• _Information_:
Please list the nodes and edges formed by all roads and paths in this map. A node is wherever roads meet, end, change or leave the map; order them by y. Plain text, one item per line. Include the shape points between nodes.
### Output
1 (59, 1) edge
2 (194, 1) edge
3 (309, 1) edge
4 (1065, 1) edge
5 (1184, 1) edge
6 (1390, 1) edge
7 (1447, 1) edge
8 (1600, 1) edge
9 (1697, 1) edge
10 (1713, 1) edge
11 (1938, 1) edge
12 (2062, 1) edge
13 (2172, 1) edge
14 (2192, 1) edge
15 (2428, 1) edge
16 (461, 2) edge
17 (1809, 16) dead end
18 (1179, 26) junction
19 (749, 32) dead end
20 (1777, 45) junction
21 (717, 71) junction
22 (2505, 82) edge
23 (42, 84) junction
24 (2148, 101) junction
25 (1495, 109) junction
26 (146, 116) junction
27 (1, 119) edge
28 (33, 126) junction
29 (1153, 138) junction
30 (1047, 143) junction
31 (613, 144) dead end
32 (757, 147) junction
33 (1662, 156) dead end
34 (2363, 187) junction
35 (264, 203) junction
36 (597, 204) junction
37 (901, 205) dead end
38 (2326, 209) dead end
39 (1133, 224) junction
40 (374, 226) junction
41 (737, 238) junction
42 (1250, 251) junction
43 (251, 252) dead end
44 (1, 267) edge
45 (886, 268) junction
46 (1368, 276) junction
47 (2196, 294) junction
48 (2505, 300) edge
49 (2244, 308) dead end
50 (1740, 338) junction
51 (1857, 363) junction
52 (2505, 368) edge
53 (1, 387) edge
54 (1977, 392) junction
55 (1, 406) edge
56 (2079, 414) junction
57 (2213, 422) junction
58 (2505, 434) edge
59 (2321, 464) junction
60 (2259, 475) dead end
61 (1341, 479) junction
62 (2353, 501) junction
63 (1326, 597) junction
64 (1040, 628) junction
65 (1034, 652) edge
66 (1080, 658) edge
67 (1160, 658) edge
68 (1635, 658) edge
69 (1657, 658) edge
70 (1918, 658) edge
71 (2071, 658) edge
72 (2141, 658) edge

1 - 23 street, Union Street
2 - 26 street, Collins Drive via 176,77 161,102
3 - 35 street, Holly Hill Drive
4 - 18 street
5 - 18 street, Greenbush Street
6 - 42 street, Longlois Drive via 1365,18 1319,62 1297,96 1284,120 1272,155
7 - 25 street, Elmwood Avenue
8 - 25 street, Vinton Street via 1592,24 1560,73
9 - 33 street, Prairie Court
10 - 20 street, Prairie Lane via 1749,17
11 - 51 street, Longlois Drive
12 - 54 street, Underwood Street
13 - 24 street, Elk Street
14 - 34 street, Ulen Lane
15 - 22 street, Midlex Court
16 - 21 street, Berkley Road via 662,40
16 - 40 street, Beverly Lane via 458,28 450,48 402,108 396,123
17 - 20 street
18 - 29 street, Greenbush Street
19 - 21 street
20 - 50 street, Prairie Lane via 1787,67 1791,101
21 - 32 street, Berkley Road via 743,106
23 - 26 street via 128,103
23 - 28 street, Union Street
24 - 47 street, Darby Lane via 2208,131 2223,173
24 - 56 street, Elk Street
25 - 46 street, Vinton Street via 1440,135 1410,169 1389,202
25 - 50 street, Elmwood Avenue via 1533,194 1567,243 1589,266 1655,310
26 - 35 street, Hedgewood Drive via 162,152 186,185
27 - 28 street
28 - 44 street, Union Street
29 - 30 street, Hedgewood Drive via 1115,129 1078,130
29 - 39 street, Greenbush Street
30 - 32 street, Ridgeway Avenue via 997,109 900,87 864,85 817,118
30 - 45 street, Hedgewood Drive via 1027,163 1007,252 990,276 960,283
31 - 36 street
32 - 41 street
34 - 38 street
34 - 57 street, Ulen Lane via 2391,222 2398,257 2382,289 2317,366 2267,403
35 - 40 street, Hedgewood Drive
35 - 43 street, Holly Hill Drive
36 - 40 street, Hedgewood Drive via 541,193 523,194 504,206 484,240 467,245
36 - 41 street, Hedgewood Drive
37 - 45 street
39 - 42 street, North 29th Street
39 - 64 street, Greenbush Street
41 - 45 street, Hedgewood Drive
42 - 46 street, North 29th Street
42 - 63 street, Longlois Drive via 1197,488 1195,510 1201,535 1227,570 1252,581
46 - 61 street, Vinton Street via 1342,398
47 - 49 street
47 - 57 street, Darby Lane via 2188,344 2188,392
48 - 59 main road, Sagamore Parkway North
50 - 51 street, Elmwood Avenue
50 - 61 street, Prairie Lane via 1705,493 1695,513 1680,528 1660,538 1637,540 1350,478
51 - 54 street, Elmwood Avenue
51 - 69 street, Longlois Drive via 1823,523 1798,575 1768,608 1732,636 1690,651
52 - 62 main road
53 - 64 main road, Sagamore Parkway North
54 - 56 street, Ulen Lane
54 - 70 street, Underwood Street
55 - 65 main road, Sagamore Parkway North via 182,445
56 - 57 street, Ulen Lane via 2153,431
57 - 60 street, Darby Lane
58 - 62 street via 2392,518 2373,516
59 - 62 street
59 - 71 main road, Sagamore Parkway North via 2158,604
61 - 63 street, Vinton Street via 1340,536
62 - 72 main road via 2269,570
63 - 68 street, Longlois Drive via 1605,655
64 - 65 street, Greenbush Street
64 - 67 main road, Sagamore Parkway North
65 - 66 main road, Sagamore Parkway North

• _Exercise directions_: All of the entries need to be reproduced exactly; please write them out.

• _Written answer_:
Please list the nodes and edges formed by all roads and paths in this map. A node is wherever roads meet, end, change or leave the map; order them by y. Plain text, one item per line. Include the shape points between nodes.
### Output
1 (59, 1) edge
2 (194, 1) edge
3 (309, 1) edge
4 (1065, 1) edge
5 (1184, 1) edge
6 (1390, 1) edge
7 (1447, 1) edge
8 (1600, 1) edge
9 (1697, 1) edge
10 (1713, 1) edge
11 (1938, 1) edge
12 (2062, 1) edge
13 (2172, 1) edge
14 (2192, 1) edge
15 (2428, 1) edge
16 (461, 2) edge
17 (1809, 16) dead end
18 (1179, 26) junction
19 (749, 32) dead end
20 (1777, 45) junction
21 (717, 71) junction
22 (2505, 82) edge
23 (42, 84) junction
24 (2148, 101) junction
25 (1495, 109) junction
26 (146, 116) junction
27 (1, 119) edge
28 (33, 126) junction
29 (1153, 138) junction
30 (1047, 143) junction
31 (613, 144) dead end
32 (757, 147) junction
33 (1662, 156) dead end
34 (2363, 187) junction
35 (264, 203) junction
36 (597, 204) junction
37 (901, 205) dead end
38 (2326, 209) dead end
39 (1133, 224) junction
40 (374, 226) junction
41 (737, 238) junction
42 (1250, 251) junction
43 (251, 252) dead end
44 (1, 267) edge
45 (886, 268) junction
46 (1368, 276) junction
47 (2196, 294) junction
48 (2505, 300) edge
49 (2244, 308) dead end
50 (1740, 338) junction
51 (1857, 363) junction
52 (2505, 368) edge
53 (1, 387) edge
54 (1977, 392) junction
55 (1, 406) edge
56 (2079, 414) junction
57 (2213, 422) junction
58 (2505, 434) edge
59 (2321, 464) junction
60 (2259, 475) dead end
61 (1341, 479) junction
62 (2353, 501) junction
63 (1326, 597) junction
64 (1040, 628) junction
65 (1034, 652) edge
66 (1080, 658) edge
67 (1160, 658) edge
68 (1635, 658) edge
69 (1657, 658) edge
70 (1918, 658) edge
71 (2071, 658) edge
72 (2141, 658) edge

1 - 23 street, Union Street
2 - 26 street, Collins Drive via 176,77 161,102
3 - 35 street, Holly Hill Drive
4 - 18 street
5 - 18 street, Greenbush Street
6 - 42 street, Longlois Drive via 1365,18 1319,62 1297,96 1284,120 1272,155
7 - 25 street, Elmwood Avenue
8 - 25 street, Vinton Street via 1592,24 1560,73
9 - 33 street, Prairie Court
10 - 20 street, Prairie Lane via 1749,17
11 - 51 street, Longlois Drive
12 - 54 street, Underwood Street
13 - 24 street, Elk Street
14 - 34 street, Ulen Lane
15 - 22 street, Midlex Court
16 - 21 street, Berkley Road via 662,40
16 - 40 street, Beverly Lane via 458,28 450,48 402,108 396,123
17 - 20 street
18 - 29 street, Greenbush Street
19 - 21 street
20 - 50 street, Prairie Lane via 1787,67 1791,101
21 - 32 street, Berkley Road via 743,106
23 - 26 street via 128,103
23 - 28 street, Union Street
24 - 47 street, Darby Lane via 2208,131 2223,173
24 - 56 street, Elk Street
25 - 46 street, Vinton Street via 1440,135 1410,169 1389,202
25 - 50 street, Elmwood Avenue via 1533,194 1567,243 1589,266 1655,310
26 - 35 street, Hedgewood Drive via 162,152 186,185
27 - 28 street
28 - 44 street, Union Street
29 - 30 street, Hedgewood Drive via 1115,129 1078,130
29 - 39 street, Greenbush Street
30 - 32 street, Ridgeway Avenue via 997,109 900,87 864,85 817,118
30 - 45 street, Hedgewood Drive via 1027,163 1007,252 990,276 960,283
31 - 36 street
32 - 41 street
34 - 38 street
34 - 57 street, Ulen Lane via 2391,222 2398,257 2382,289 2317,366 2267,403
35 - 40 street, Hedgewood Drive
35 - 43 street, Holly Hill Drive
36 - 40 street, Hedgewood Drive via 541,193 523,194 504,206 484,240 467,245
36 - 41 street, Hedgewood Drive
37 - 45 street
39 - 42 street, North 29th Street
39 - 64 street, Greenbush Street
41 - 45 street, Hedgewood Drive
42 - 46 street, North 29th Street
42 - 63 street, Longlois Drive via 1197,488 1195,510 1201,535 1227,570 1252,581
46 - 61 street, Vinton Street via 1342,398
47 - 49 street
47 - 57 street, Darby Lane via 2188,344 2188,392
48 - 59 main road, Sagamore Parkway North
50 - 51 street, Elmwood Avenue
50 - 61 street, Prairie Lane via 1705,493 1695,513 1680,528 1660,538 1637,540 1350,478
51 - 54 street, Elmwood Avenue
51 - 69 street, Longlois Drive via 1823,523 1798,575 1768,608 1732,636 1690,651
52 - 62 main road
53 - 64 main road, Sagamore Parkway North
54 - 56 street, Ulen Lane
54 - 70 street, Underwood Street
55 - 65 main road, Sagamore Parkway North via 182,445
56 - 57 street, Ulen Lane via 2153,431
57 - 60 street, Darby Lane
58 - 62 street via 2392,518 2373,516
59 - 62 street
59 - 71 main road, Sagamore Parkway North via 2158,604
61 - 63 street, Vinton Street via 1340,536
62 - 72 main road via 2269,570
63 - 68 street, Longlois Drive via 1605,655
64 - 65 street, Greenbush Street
64 - 67 main road, Sagamore Parkway North
65 - 66 main road, Sagamore Parkway North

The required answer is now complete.